Extracted information -
----------------------------------------
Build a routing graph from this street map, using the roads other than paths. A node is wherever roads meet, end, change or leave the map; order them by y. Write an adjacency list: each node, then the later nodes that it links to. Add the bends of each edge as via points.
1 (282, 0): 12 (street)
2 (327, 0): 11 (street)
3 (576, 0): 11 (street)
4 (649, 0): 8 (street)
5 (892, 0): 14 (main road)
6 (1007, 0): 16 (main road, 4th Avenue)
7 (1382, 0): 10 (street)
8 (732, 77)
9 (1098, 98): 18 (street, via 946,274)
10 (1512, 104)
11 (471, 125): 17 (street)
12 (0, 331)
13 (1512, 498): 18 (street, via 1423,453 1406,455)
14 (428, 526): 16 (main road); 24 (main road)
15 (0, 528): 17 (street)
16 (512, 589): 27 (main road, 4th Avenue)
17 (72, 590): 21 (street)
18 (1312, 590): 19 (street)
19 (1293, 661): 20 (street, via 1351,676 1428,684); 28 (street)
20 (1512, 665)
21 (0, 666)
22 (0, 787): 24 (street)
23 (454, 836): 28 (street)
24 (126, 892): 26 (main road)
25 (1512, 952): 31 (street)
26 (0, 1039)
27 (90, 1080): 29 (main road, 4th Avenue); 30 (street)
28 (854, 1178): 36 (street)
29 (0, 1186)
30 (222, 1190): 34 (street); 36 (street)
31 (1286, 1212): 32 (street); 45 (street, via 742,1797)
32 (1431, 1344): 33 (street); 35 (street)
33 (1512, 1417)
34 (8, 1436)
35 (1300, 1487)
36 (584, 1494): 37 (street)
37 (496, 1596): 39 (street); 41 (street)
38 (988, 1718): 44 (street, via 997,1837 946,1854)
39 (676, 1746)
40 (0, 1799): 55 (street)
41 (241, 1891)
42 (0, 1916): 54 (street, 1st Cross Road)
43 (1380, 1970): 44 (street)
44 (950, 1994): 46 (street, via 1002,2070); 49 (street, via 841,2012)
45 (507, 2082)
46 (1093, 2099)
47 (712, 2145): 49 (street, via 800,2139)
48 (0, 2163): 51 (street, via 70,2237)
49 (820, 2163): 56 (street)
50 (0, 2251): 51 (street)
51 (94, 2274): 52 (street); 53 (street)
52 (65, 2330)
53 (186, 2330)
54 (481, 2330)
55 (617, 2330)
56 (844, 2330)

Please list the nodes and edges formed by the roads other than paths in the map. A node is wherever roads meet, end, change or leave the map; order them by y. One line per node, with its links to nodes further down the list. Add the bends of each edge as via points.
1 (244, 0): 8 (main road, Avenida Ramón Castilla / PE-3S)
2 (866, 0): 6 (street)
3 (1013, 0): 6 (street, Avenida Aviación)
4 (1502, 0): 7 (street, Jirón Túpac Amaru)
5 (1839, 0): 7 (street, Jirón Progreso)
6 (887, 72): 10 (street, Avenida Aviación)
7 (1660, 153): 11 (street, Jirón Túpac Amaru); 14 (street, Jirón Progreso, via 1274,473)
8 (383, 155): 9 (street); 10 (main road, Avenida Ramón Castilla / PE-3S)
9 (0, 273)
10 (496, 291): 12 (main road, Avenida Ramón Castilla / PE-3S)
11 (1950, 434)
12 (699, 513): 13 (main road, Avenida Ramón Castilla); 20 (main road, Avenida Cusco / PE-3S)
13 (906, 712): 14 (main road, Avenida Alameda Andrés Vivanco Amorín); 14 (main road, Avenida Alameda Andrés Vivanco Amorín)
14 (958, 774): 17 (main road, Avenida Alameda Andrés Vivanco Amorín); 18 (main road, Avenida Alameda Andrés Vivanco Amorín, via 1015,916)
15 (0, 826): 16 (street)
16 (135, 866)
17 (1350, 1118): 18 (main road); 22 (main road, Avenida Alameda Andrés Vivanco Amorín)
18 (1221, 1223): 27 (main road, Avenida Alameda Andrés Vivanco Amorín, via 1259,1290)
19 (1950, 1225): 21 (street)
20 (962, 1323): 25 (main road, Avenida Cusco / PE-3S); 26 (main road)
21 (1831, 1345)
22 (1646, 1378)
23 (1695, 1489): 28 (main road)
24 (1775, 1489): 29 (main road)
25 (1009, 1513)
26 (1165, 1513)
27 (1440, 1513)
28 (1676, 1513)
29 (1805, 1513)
----------------------------------------
Brief - All lines above in which the word "node" occurs should be identified and copied.

Task result -
Build a routing graph from this street map, using the roads other than paths. A node is wherever roads meet, end, change or leave the map; order them by y. Write an adjacency list: each node, then the later nodes that it links to. Add the bends of each edge as via points.
Please list the nodes and edges formed by the roads other than paths in the map. A node is wherever roads meet, end, change or leave the map; order them by y. One line per node, with its links to nodes further down the list. Add the bends of each edge as via points.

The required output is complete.